Daha sonra yaklaşık 20 metre mesafedeki karakolda bizi indirdiler. Kolumuzdan çekmelerine izin vermedik. İzin almadan dağıtım yapamayacağımızı söylediler. Biz de bildirinin yasal bir bildiri olduğunu, ayrıca toplatmasının da bulunmadığını ve izin almaya gerek olmadığını söyledik.

Bizim gözaltına alındığımızı gören işçi ve sendika temsilcileri bizi alandan çıkaran sendikacının yanına giderek, bunu yapmasının yanlış olduğunu, bizimle hemen ilgilenmesi gerektiğini söylemişler.

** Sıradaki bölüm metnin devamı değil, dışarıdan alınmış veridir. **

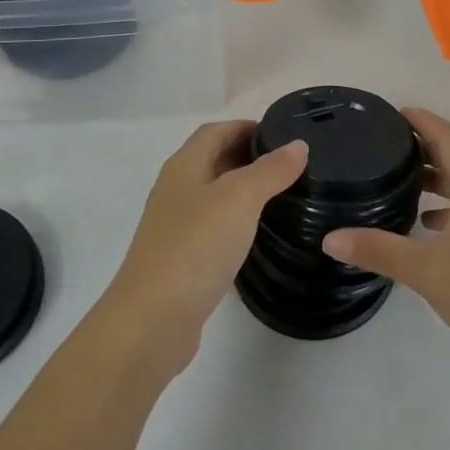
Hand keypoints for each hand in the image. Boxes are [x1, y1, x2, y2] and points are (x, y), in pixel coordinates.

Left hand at [99, 121, 307, 375]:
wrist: (152, 321)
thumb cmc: (195, 246)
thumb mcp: (240, 199)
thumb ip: (270, 170)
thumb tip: (297, 145)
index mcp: (184, 166)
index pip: (215, 131)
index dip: (246, 127)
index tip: (284, 136)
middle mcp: (176, 191)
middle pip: (213, 161)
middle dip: (249, 158)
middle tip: (291, 168)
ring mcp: (175, 228)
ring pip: (215, 199)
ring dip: (244, 195)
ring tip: (284, 200)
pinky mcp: (181, 263)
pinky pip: (213, 234)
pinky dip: (236, 230)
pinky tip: (260, 243)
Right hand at [322, 107, 449, 382]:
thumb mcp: (428, 272)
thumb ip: (378, 250)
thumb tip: (329, 237)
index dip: (424, 120)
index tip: (393, 113)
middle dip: (426, 145)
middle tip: (386, 145)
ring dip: (438, 177)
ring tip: (401, 182)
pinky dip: (449, 206)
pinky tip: (428, 227)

O da işçilerin oluşturduğu bu basınç sayesinde emniyet müdür yardımcısıyla görüşmüş ve bırakılacağımızı öğrenmiş. Karakoldaki polisler de bize eğer alana geri dönmeyeceksek bırakılacağımızı söylediler. O zaman bizi neden aldıklarını sorduk. İyi niyetlerini zorladığımızı söyleyerek bizi dışarı çıkardılar ve uzaklaştırmak için minübüse bindirmeye çalıştılar.

Bu arada eylem bitmişti ve işçiler de dağılıyorlardı. Karakolun önüne gelen sendikacılar bizi aldılar ve oradan uzaklaştırdılar. Kendilerine bizi alandan çıkarmalarının yanlış olduğunu söyledik. O da suçsuz olduğunu ve sürekli ilgilendiğini söyledi. İşçilerin kendisini bizi teslim etmekle suçlandıklarını söyledi. Oradan Aksaray Belediye-İş Sendikası’na giderek eylemden dönen işçilerle görüştük ve sohbet ederek ayrıldık.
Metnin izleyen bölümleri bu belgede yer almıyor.